Comment faire beaucoup avec peu ? C’est, semble-t-il, l’une des tendances du dernier album de Sylvain Rifflet, We Want Stars, qui vient de paraître sur son propre label (pluridisciplinaire), Magriff. Plutôt habitué à se dégourdir le souffle en quartet, voire au sein d’ensembles élargis, Rifflet propose ainsi (pour la première fois de sa carrière, de son propre aveu) un trio serré qui contourne la forme classique en associant son saxophone aux claviers synthétiques de Bettina Kee et à la polyvalence du batteur Vincent Taeger.
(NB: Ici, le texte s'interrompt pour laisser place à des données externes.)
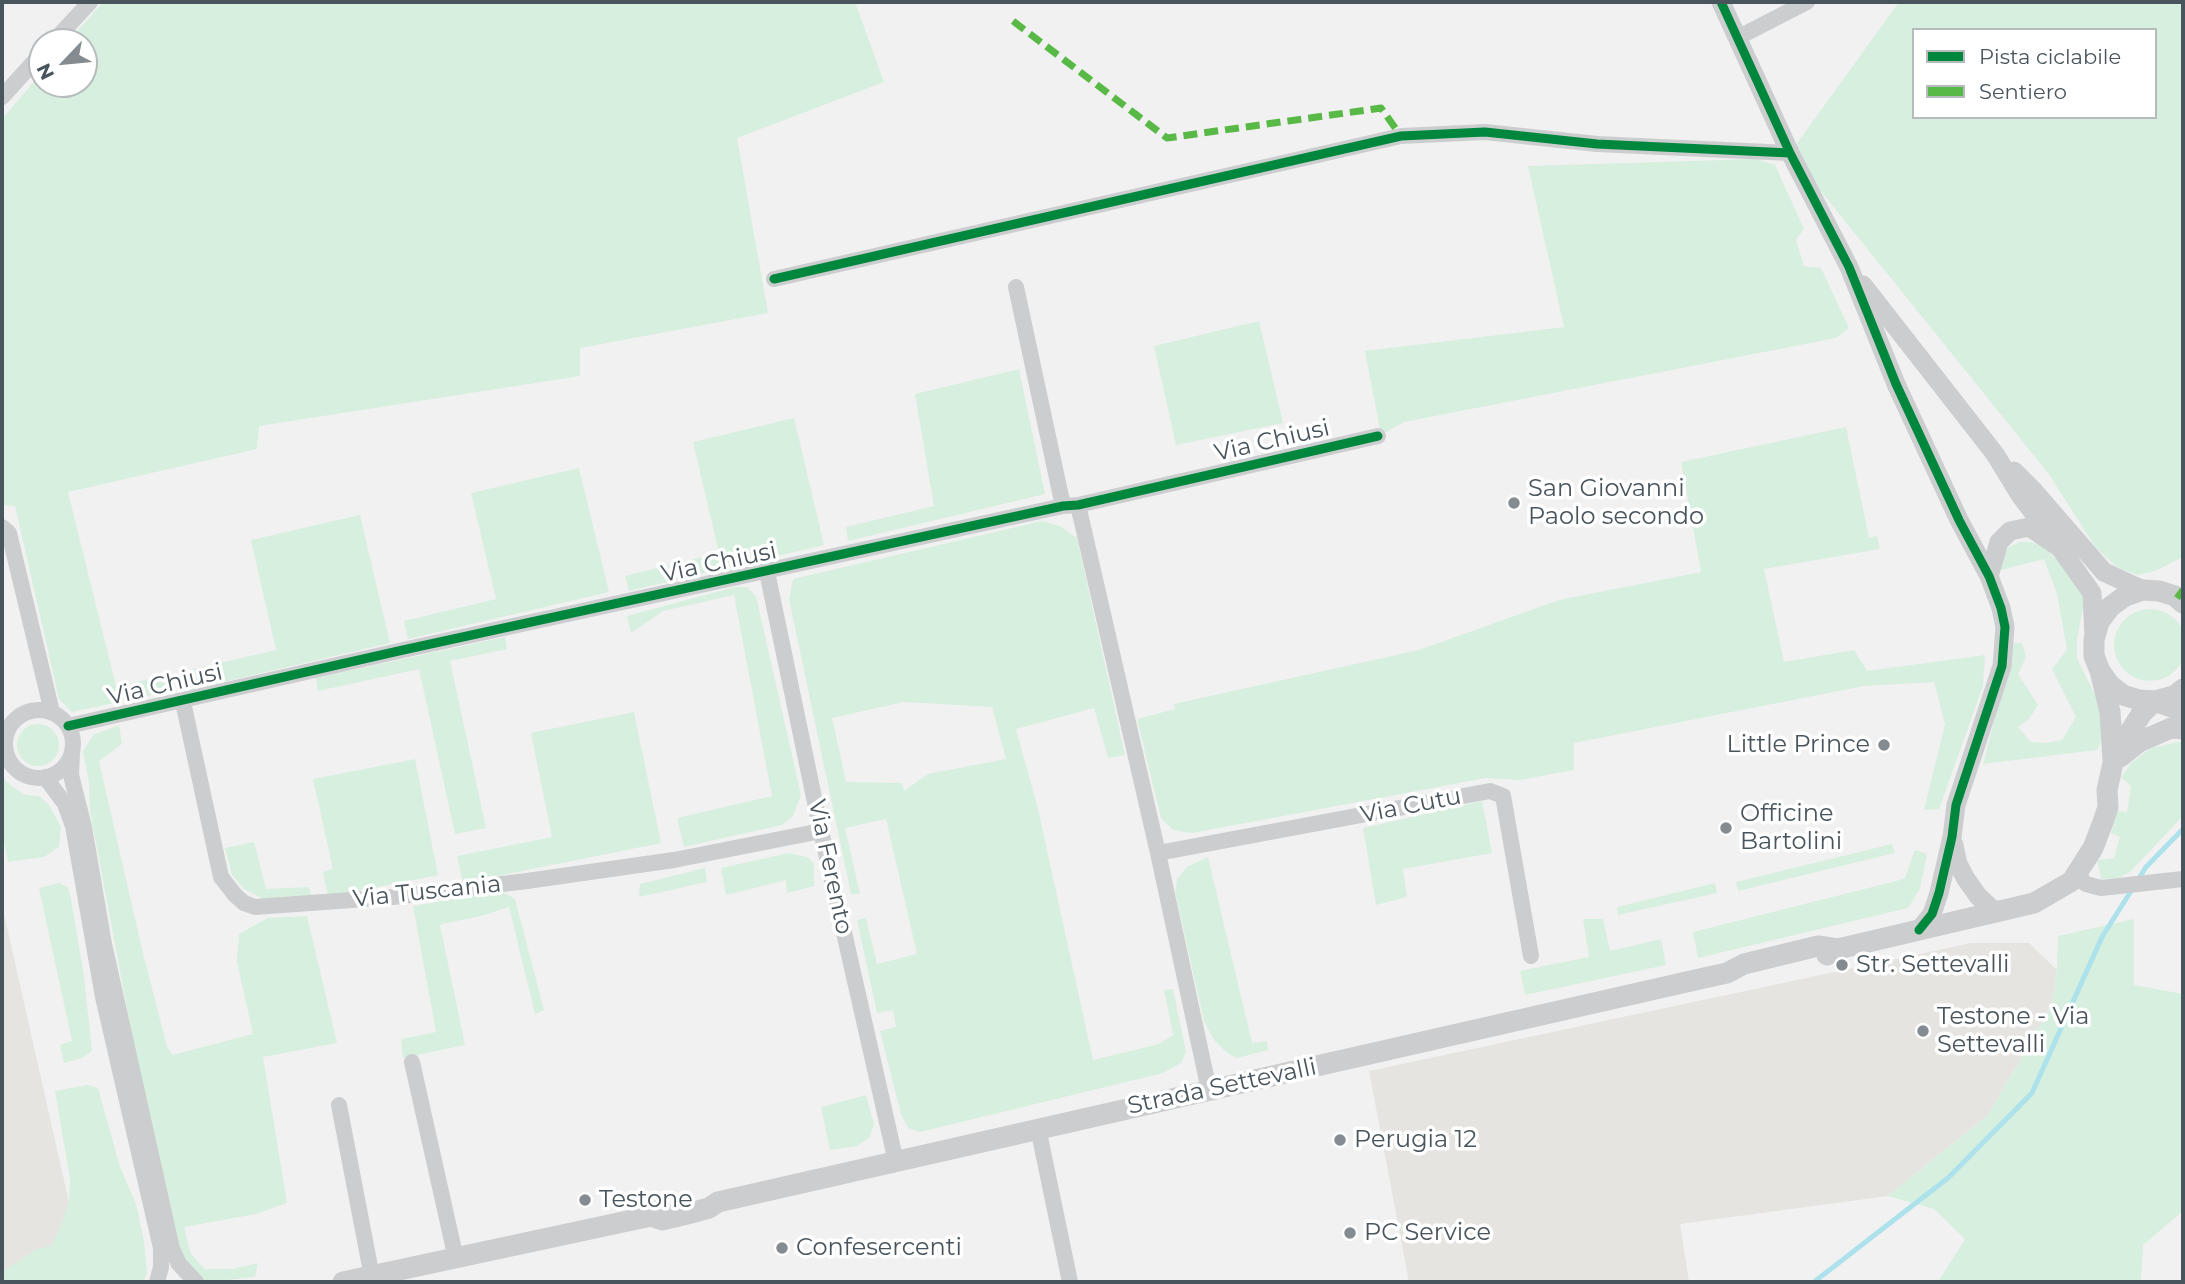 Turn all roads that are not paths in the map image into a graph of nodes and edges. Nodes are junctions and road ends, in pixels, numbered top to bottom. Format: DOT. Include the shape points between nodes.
graph roads {
  1 [pos="90,2"];
  2 [pos="1721,2"];
  3 [pos="1807,2"];
  4 [pos="65,28"];
  5 [pos="1737,38"];
  6 [pos="28,69"];
  7 [pos="2,97"];
  8 [pos="1790,153"];
  9 [pos="1849,267"];
  10 [pos="775,279"];
  11 [pos="1016,287"];
  12 [pos="1378,436"];
  13 [pos="1995,453"];
  14 [pos="1070,506"];
  15 [pos="2,527"];
  16 [pos="2060,548"];
  17 [pos="767,572"];
  18 [pos="1989,576"];
  19 [pos="2143,590"];
  20 [pos="2183,603"];
  21 [pos="2094,640"];
  22 [pos="2100,671"];
  23 [pos="2183,689"];
  24 [pos="2155,701"];
  25 [pos="183,702"];
  26 [pos="2183,711"];
  27 [pos="52,712"];
  28 [pos="68,726"];
  29 [pos="2183,729"];
  30 [pos="4,739"];
  31 [pos="72,753"];
  32 [pos="2113,762"];
  33 [pos="45,777"];
  34 [pos="2107,790"];
  35 [pos="821,831"];
  36 [pos="1952,837"];
  37 [pos="1158,853"];
  38 [pos="2077,875"];
  39 [pos="2180,879"];
  40 [pos="2056,890"];
  41 [pos="1996,912"];
  42 [pos="1919,930"];
  43 [pos="1531,956"];
  44 [pos="412,1062"];
  45 [pos="1209,1090"];
  46 [pos="340,1105"];
  47 [pos="1038,1128"];
  48 [pos="896,1162"];
  49 [pos="456,1259"];
  50 [pos="372,1277"];
  51 [pos="158,1282"];
  52 [pos="196,1282"];
  53 [pos="343,1282"];
  54 [pos="1070,1282"];
  1 -- 4 [label="street"];
  2 -- 5 [label="street"];
  3 -- 5 [label="street"];
  5 -- 8 [label="street"];
  6 -- 7 [label="street"];
  8 -- 9 [label="street"];
  8 -- 10 [label="street" via="1597,144 1485,132 1401,136"];
  9 -- 13 [label="street"];
  9 -- 18 [label="street" via="1896,384"];
  11 -- 14 [label="street"];
  12 -- 14 [label="street, Via Chiusi"];
  13 -- 16 [label="street"];
  13 -- 19 [label="street" via="2104,572"];
  14 -- 17 [label="street, Via Chiusi"];
  14 -- 37 [label="street"];
  15 -- 27 [label="street" via="9,533"];
  16 -- 18 [label="street" via="2029,527 2010,531 1999,542"];
  16 -- 21 [label="street" via="2092,593"];
  17 -- 25 [label="street, Via Chiusi"];
  17 -- 35 [label="street, Via Ferento"];
  18 -- 36 [label="street" via="2001,608 2005,647 1956,805"];
  19 -- 20 [label="main road" via="2175,596"];
  19 -- 21 [label="main road" via="2110,607"];
  21 -- 22 [label="main road, Strada Settevalli"];
  22 -- 24 [label="main road" via="2123,695"];
  22 -- 32 [label="main road, Strada Settevalli" via="2110,712"];
  23 -- 24 [label="main road"];
  24 -- 26 [label="main road"];
  24 -- 32 [label="main road, Strada Settevalli" via="2142,713"];
  25 -- 28 [label="street, Via Chiusi"];
  25 -- 35 [label="street, Via Tuscania" via="221,877 244,903 255,907 527,881 674,860"];
  27 -- 28 [label="street"];
  27 -- 30 [label="street" via="23,715"];
  28 -- 31 [label="street"];
  29 -- 32 [label="main road" via="2171,728 2139,742"];
  30 -- 33 [label="street" via="16,768 34,778"];
  31 -- 33 [label="street" via="62,769"];
  31 -- 52 [label="street" via="71,775 104,944 172,1249"];
  32 -- 34 [label="main road, Strada Settevalli"];
  33 -- 51 [label="street" via="65,804 73,826 103,997 161,1248"];
  34 -- 38 [label="main road, Strada Settevalli" via="2103,822"];
  34 -- 40 [label="main road, Strada Settevalli" via="2082,847"];
  35 -- 48 [label="street, Via Ferento"];
  36 -- 41 [label="street" via="1966,880"];
  36 -- 42 [label="street" via="1940,893"];
  37 -- 43 [label="street, Via Cutu" via="1490,791 1503,796"];
  37 -- 45 [label="street"];
  38 -- 39 [label="street" via="2086,884 2101,888"];
  38 -- 40 [label="main road, Strada Settevalli"];
  40 -- 41 [label="main road, Strada Settevalli" via="2034,903"];
  41 -- 42 [label="main road, Strada Settevalli"];
  42 -- 45 [label="main road, Strada Settevalli" via="1838,949 1818,946 1744,964 1727,973"];
  44 -- 49 [label="street"];
  45 -- 47 [label="main road, Strada Settevalli"];
  46 -- 50 [label="street"];
  47 -- 48 [label="main road, Strada Settevalli"];
  47 -- 54 [label="street"];
  48 -- 49 [label="main road, Strada Settevalli" via="718,1202 706,1199 651,1216"];
  49 -- 50 [label="main road, Strada Settevalli"];
  50 -- 53 [label="main road, Strada Settevalli"];
} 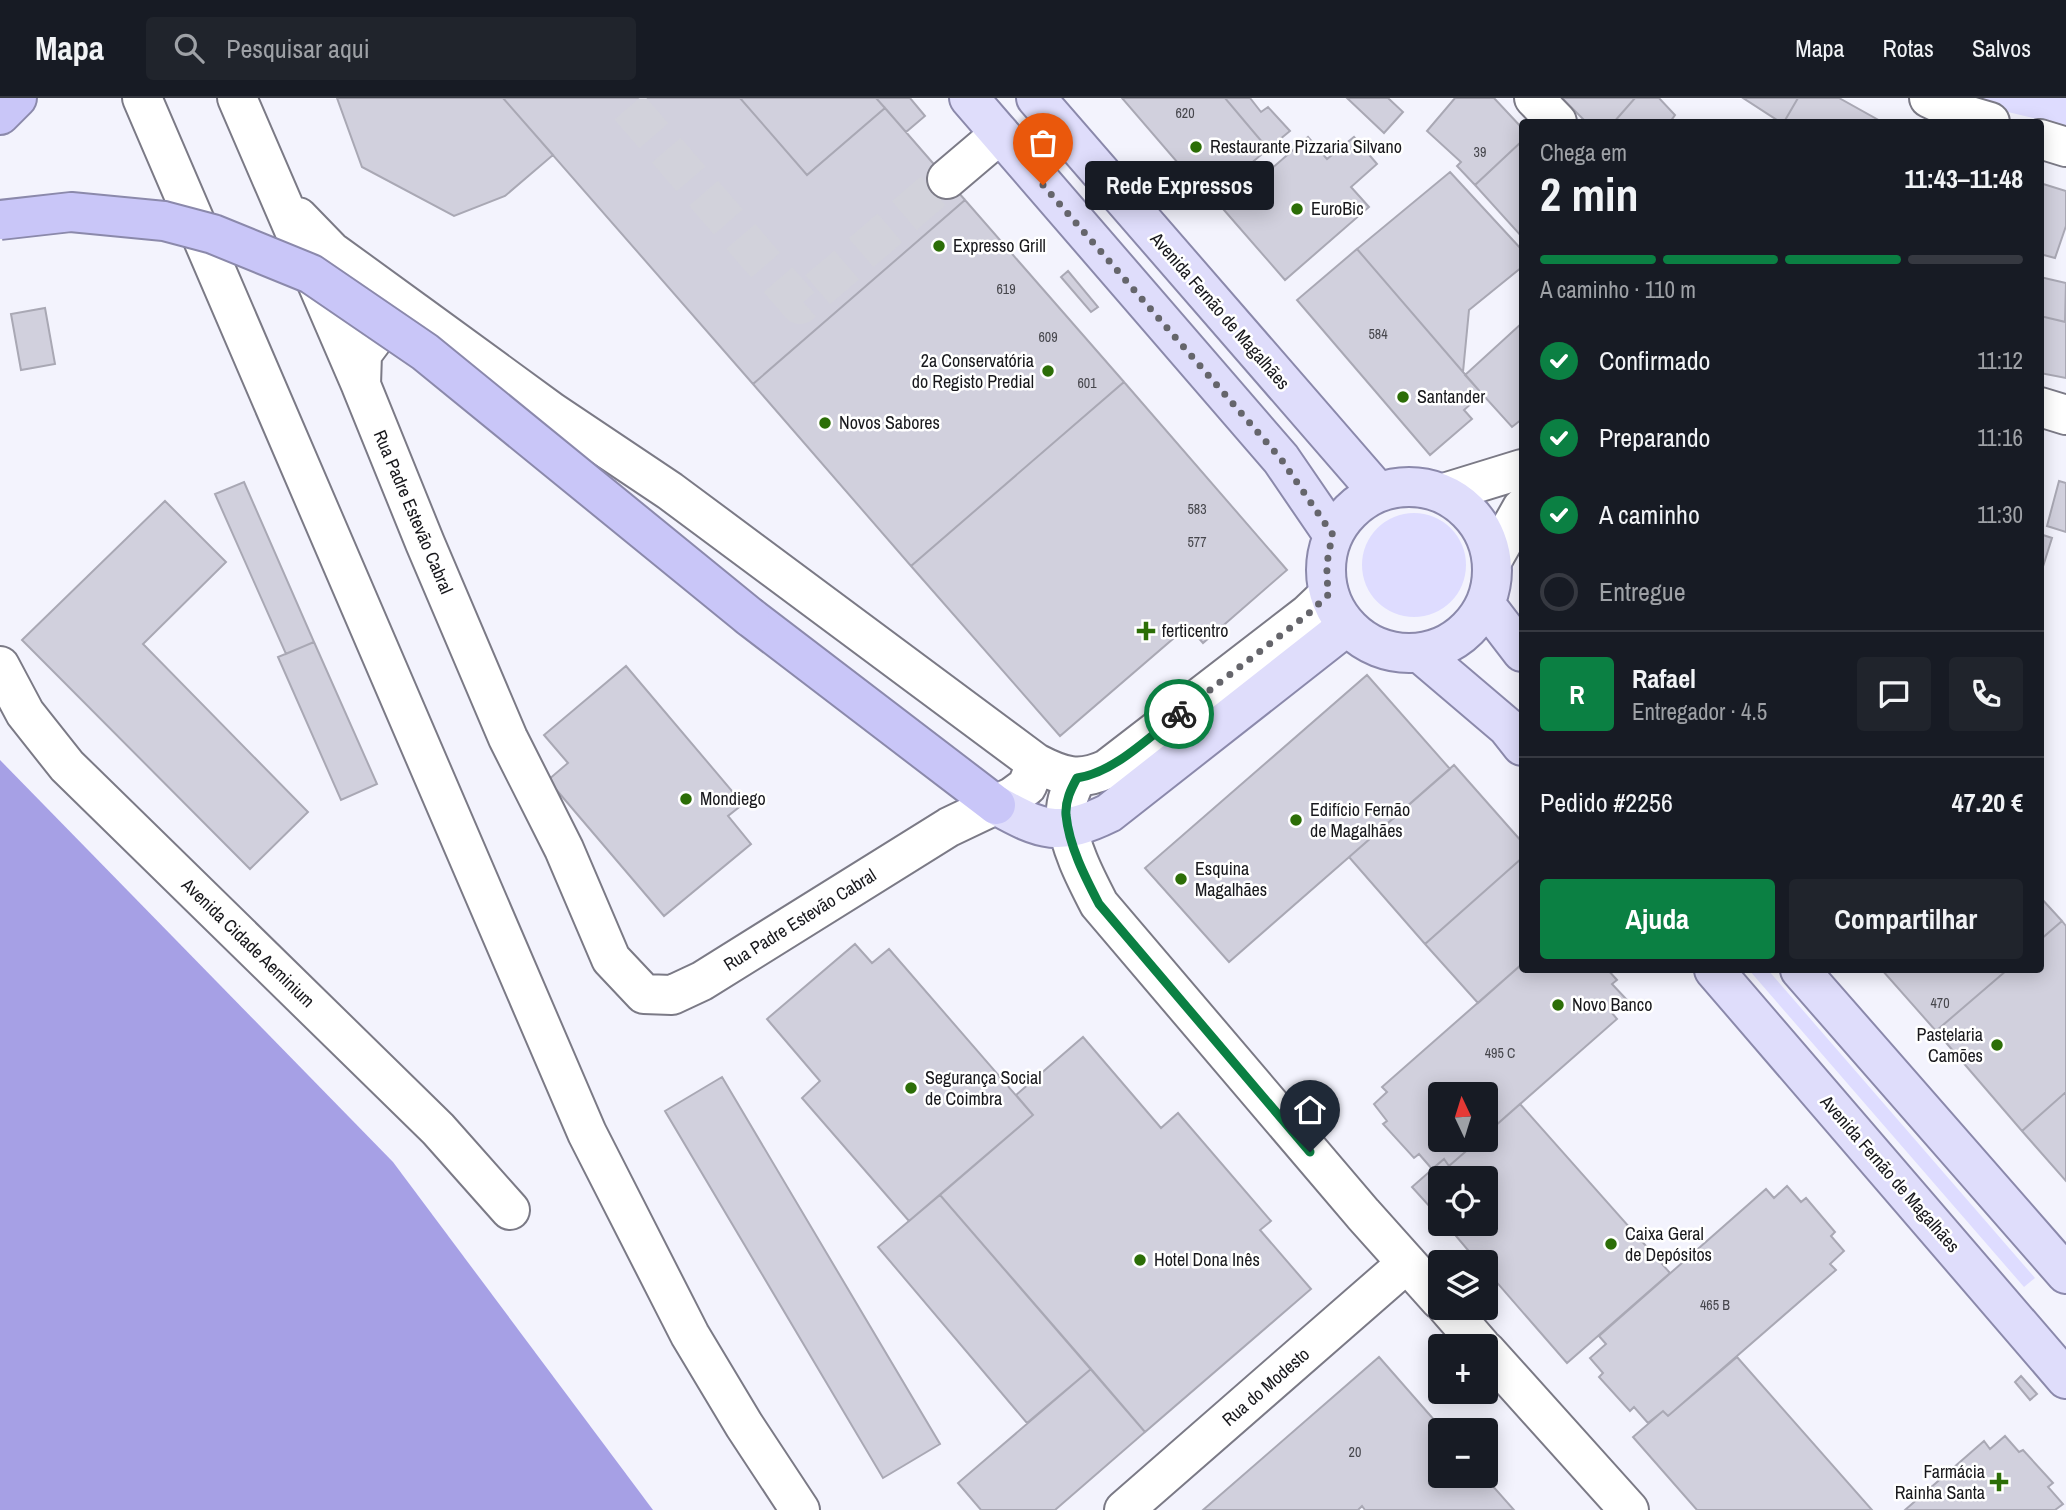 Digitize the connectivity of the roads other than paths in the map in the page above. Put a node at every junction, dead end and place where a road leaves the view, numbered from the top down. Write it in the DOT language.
graph roads {
  1 [pos="17,98"];
  2 [pos="142,98"];
  3 [pos="237,98"];
  4 [pos="969,98"];
  5 [pos="1036,98"];
  6 [pos="1534,98"];
  7 [pos="1929,98"];
  8 [pos="0,115"];
  9 [pos="1553,119"];
  10 [pos="1980,119"];
  11 [pos="1000,134"];
  12 [pos="2044,140"];
  13 [pos="2066,147"];
  14 [pos="947,179"];
  15 [pos="283,201"];
  16 [pos="0,220"];
  17 [pos="415,312"];
  18 [pos="361,385"];
  19 [pos="2044,408"];
  20 [pos="2066,415"];
  21 [pos="1519,470"];
  22 [pos="1378,492"];
  23 [pos="1444,493"];
  24 [pos="1519,513"];
  25 [pos="1333,535"];
  26 [pos="1493,559"];
  27 [pos="1329,594"];
  28 [pos="1486,605"];
  29 [pos="1347,626"];
  30 [pos="1519,648"];
  31 [pos="1420,653"];
  32 [pos="0,666"];
  33 [pos="1519,742"];
  34 [pos="1036,763"];
  35 [pos="1077,778"];
  36 [pos="996,805"];
  37 [pos="1069,828"];
  38 [pos="1717,973"];
  39 [pos="1803,973"];
  40 [pos="510,1210"];
  41 [pos="1407,1264"];
  42 [pos="2066,1274"];
  43 [pos="1428,1287"];
  44 [pos="1458,1320"];
  45 [pos="1471,1334"];
  46 [pos="1498,1364"];
  47 [pos="2066,1379"];
  48 [pos="800,1510"];
  49 [pos="1124,1510"];
  50 [pos="1629,1510"];
  1 -- 8 [label="highway"];
  2 -- 48 [label="street"];
  3 -- 15 [label="street"];
  4 -- 11 [label="main road"];
  5 -- 22 [label="main road, Avenida Fernão de Magalhães"];
  6 -- 9 [label="street"];
  7 -- 10 [label="street"];
  11 -- 14 [label="street"];
  11 -- 25 [label="main road"];
  12 -- 13 [label="street"];
  15 -- 17 [label="street"];
  15 -- 18 [label="street"];
  16 -- 36 [label="highway, bridge"];
  17 -- 18 [label="street, Rua Padre Estevão Cabral"];
  17 -- 34 [label="street"];
  18 -- 36 [label="street, Rua Padre Estevão Cabral"];
  19 -- 20 [label="street"];
  21 -- 23 [label="street"];
  22 -- 23 [label="main road"];
  22 -- 25 [label="main road"];
  23 -- 26 [label="main road"];
  24 -- 26 [label="street"];
  25 -- 27 [label="main road"];
  26 -- 28 [label="main road"];
  27 -- 29 [label="main road"];
  27 -- 35 [label="street"];
  28 -- 30 [label="main road"];
  28 -- 31 [label="main road"];
  29 -- 31 [label="main road"];
  29 -- 37 [label="main road"];
  31 -- 33 [label="main road"];
  32 -- 40 [label="street, Avenida Cidade Aeminium"];
  34 -- 35 [label="street"];
  34 -- 36 [label="street, Rua Padre Estevão Cabral"];
  35 -- 37 [label="street"];
  36 -- 37 [label="main road"];
  37 -- 41 [label="street"];
  38 -- 47 [label="main road, Avenida Fernão de Magalhães"];
  39 -- 42 [label="main road"];
  41 -- 43 [label="street"];
  41 -- 49 [label="street, Rua do Modesto"];
  44 -- 45 [label="street"];
  46 -- 50 [label="street"];
}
Ce choix est bien entendu tout ce qu’il y a de plus calculé. Rifflet le confesse lui-même : rien ne l’angoisse davantage que le fait de se confronter aux légions de références ayant plus que défriché la formule classique saxophone-contrebasse-batterie. Reste qu’il fallait tout de même trouver un moyen de faire danser le silence. Dès l’entame, l’ambition se concrétise avec le mystère du titre First Dance. Et s’emballe avec The Mojo, porté au galop par la belle agilité de Vincent Taeger. Rifflet y déploie l’assurance d’un saxophoniste qui sait exactement où aller. Les savantes combinaisons mises en place par Bettina Kee font le reste.
Et si Rifflet brillait tout particulièrement par ses idées fixes ? C’est une question qui émerge à l’écoute de We want stars tant cet album semble synthétiser tout ce que le saxophoniste a travaillé toutes ces années durant. On retrouve ainsi sur Mamahuhu ou sur Bach and Boom l’amour de Rifflet pour la musique du seul viking new yorkais de l’histoire Moondog (auquel il avait rendu un hommage vibrant il y a 10 ans) – et en creux, le travail que le regretté compositeur avait développé en continuation de l’œuvre de Bach – comme on retrouve ici et là les élans spirituels qui parcourent la carrière désormais considérable du saxophoniste (Riffology). Les idées fixes pourraient virer à l’obsessions : ce qui étonne en ce sens chez Rifflet, c’est sa capacité à ne pas se répéter, à creuser des sillons similaires sans jamais donner l’impression de tourner en rond. Pourquoi, comment. Voici comment il explique la chose : « Quand je compose, je pense d’abord aux musiciens et musiciennes avec qui je joue, et après sur scène, oui, je pense beaucoup aux gens qui sont venus nous écouter. J’ai l’angoisse de faire du jazz chiant, donc j’essaye toujours de générer des images, de créer une architecture, de donner une forme… Pas dans l’idée de plaire mais dans l’idée de créer un objet qui puisse avoir quelque chose d’attrayant. Qu’il y ait toujours un truc auquel les gens puissent se raccrocher, que ce soit formel, sonore, esthétique. J’aime bien l’idée de ne pas donner aux gens quelque chose qu’ils ont déjà entendu. J’essaye de faire en sorte qu’il y ait une forme de surprise, d’étonnement, que ça éveille une curiosité au son. C’est quand la curiosité est éveillée qu’on peut générer des émotions intéressantes.«
Voilà une recette qui semble fonctionner. Les étoiles approuvent très certainement…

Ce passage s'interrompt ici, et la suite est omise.